§ Task item:
Search the material for "roads" and show all lines that contain it.

§ Data section:
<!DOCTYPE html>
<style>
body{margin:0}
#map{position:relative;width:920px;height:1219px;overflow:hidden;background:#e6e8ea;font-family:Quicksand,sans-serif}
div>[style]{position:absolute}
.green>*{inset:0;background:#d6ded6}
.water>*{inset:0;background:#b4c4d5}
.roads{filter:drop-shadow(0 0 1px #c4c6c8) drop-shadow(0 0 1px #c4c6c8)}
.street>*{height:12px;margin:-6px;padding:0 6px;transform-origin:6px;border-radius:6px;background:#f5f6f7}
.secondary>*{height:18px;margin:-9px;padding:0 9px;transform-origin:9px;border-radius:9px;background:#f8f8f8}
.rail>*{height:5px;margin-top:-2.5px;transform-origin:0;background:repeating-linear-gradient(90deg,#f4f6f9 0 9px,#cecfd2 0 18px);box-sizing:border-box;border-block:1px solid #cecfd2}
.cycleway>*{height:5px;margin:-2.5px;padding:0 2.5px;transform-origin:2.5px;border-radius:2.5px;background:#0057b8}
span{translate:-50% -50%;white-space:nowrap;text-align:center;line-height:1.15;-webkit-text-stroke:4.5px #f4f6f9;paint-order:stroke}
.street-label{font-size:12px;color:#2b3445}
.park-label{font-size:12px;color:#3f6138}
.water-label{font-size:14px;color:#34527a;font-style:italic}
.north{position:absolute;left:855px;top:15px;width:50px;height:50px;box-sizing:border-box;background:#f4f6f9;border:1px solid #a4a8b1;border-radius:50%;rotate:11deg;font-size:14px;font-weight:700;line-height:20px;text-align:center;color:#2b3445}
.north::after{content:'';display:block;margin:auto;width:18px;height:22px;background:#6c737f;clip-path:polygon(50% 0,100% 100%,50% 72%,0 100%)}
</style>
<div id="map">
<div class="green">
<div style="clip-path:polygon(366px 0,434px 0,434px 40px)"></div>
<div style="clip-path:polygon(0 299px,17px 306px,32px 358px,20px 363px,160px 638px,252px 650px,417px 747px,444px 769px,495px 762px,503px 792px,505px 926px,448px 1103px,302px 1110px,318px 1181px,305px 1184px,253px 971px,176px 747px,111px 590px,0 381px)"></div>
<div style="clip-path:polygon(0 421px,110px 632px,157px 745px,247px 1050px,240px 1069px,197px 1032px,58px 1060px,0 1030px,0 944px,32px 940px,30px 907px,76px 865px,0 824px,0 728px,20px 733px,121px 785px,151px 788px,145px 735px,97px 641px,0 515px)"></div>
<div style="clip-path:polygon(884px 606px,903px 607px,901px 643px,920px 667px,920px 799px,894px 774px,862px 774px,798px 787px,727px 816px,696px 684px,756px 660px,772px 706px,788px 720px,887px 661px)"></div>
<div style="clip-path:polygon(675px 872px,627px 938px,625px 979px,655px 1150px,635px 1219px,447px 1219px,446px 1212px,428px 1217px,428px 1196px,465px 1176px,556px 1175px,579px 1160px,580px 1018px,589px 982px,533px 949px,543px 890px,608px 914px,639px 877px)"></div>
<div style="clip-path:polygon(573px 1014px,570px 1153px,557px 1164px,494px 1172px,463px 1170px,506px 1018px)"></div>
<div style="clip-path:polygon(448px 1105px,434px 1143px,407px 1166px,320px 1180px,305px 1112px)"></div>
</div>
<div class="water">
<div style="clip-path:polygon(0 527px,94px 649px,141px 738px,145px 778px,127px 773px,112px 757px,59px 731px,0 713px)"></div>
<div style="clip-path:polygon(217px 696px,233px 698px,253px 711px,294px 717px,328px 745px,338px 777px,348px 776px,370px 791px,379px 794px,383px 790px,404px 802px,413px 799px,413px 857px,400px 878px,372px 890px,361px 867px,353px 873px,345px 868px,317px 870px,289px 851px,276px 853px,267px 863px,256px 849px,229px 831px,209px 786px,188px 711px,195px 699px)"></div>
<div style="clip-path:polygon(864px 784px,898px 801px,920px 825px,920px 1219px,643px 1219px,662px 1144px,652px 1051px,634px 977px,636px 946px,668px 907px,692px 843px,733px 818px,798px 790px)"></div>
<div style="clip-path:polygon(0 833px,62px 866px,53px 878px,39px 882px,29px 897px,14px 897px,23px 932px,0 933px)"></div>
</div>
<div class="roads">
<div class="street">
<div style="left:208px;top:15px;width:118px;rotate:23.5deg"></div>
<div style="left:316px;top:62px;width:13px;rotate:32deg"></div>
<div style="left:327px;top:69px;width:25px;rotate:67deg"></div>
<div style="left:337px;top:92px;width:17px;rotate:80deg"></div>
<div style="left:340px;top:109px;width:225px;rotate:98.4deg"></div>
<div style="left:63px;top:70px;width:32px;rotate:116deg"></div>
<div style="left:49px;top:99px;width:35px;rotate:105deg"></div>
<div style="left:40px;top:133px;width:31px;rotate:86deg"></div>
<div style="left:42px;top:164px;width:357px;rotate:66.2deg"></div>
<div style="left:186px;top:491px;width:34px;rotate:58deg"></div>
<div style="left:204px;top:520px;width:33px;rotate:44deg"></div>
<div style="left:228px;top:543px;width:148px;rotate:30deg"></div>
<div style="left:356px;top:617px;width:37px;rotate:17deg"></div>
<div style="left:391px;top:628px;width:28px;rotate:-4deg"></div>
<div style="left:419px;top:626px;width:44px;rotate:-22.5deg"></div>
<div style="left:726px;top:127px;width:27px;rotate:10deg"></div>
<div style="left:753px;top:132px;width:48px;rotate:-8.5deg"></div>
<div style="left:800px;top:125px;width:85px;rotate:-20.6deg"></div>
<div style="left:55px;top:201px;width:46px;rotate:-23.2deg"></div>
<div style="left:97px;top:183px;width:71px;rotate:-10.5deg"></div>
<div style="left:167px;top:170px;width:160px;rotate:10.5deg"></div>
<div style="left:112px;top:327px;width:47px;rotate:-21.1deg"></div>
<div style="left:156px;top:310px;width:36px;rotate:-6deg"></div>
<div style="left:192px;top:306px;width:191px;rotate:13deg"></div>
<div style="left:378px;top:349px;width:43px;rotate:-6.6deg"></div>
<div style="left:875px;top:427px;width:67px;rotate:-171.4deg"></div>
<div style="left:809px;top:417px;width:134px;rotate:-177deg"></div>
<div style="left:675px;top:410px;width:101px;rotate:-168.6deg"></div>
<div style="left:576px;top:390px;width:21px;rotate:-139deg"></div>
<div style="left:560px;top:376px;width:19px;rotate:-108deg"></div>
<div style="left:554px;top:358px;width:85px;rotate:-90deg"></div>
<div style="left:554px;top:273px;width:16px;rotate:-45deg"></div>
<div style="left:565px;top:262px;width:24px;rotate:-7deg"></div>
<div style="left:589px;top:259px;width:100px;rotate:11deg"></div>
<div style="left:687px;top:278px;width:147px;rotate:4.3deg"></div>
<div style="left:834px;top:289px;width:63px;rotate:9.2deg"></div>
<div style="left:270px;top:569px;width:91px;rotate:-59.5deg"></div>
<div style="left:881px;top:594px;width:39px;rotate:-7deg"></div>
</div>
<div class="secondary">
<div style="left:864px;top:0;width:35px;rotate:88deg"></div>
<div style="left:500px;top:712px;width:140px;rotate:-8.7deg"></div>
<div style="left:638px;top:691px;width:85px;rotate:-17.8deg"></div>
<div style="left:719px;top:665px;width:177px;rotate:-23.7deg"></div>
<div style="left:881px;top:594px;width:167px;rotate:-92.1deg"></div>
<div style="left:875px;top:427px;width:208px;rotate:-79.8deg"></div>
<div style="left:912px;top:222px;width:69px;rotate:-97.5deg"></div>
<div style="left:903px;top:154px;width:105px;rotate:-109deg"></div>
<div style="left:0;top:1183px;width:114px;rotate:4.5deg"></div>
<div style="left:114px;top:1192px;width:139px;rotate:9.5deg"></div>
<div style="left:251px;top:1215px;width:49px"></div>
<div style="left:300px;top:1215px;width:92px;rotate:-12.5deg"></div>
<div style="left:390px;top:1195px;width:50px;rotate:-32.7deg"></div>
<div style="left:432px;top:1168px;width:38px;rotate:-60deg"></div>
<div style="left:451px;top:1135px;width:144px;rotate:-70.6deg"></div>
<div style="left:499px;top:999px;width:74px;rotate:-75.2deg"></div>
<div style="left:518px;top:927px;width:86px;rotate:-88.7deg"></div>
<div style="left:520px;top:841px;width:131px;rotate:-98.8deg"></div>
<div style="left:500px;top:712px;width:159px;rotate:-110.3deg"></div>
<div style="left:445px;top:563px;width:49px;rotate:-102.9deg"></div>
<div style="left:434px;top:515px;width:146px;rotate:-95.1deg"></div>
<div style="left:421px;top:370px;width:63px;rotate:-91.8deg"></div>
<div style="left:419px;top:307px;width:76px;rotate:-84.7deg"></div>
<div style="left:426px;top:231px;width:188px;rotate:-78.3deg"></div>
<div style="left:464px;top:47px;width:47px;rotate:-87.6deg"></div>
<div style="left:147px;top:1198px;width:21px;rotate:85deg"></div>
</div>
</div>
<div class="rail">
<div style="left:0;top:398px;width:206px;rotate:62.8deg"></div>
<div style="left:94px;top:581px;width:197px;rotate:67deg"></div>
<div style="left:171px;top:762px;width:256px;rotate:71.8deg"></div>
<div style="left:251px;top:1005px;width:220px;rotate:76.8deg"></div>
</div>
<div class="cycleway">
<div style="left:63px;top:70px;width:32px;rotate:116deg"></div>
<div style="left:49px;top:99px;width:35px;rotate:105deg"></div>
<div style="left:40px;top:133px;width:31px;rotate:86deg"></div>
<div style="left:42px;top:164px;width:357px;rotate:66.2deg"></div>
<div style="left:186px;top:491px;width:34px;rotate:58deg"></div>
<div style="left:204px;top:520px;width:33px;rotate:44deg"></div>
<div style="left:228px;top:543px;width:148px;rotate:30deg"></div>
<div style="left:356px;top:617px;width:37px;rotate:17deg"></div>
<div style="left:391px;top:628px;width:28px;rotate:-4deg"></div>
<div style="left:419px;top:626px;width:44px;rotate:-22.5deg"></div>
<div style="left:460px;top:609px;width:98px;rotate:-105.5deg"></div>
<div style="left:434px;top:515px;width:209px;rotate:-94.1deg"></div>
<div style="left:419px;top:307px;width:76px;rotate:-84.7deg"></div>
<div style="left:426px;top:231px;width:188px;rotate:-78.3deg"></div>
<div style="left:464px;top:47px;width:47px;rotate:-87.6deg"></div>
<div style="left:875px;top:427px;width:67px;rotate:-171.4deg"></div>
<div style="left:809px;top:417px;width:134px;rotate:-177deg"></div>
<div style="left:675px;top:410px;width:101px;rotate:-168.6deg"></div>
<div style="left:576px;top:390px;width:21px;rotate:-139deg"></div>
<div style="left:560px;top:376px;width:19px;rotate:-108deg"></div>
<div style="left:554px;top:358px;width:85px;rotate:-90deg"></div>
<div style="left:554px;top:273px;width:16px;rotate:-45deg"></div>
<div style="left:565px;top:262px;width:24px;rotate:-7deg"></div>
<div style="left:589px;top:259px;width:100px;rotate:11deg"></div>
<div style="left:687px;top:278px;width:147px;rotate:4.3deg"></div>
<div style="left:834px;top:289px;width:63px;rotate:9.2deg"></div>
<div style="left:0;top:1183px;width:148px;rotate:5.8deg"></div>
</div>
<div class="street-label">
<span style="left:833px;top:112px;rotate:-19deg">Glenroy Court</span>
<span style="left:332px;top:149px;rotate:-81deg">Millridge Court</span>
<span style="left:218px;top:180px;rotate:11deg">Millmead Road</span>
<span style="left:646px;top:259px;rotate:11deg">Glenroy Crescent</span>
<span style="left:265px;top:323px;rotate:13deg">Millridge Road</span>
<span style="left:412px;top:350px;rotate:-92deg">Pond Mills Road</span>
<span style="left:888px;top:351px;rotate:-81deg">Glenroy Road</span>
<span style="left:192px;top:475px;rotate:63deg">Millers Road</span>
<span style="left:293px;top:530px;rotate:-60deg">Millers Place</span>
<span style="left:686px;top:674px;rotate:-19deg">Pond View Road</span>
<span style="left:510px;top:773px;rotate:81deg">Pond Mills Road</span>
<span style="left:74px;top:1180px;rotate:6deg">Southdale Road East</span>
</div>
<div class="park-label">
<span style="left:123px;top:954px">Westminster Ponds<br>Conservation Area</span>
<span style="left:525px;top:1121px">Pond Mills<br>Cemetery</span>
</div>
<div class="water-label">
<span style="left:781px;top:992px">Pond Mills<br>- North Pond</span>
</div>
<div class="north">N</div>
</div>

§ Exercise answer:
.roads{filter:drop-shadow(0 0 1px #c4c6c8) drop-shadow(0 0 1px #c4c6c8)}
<div class="roads">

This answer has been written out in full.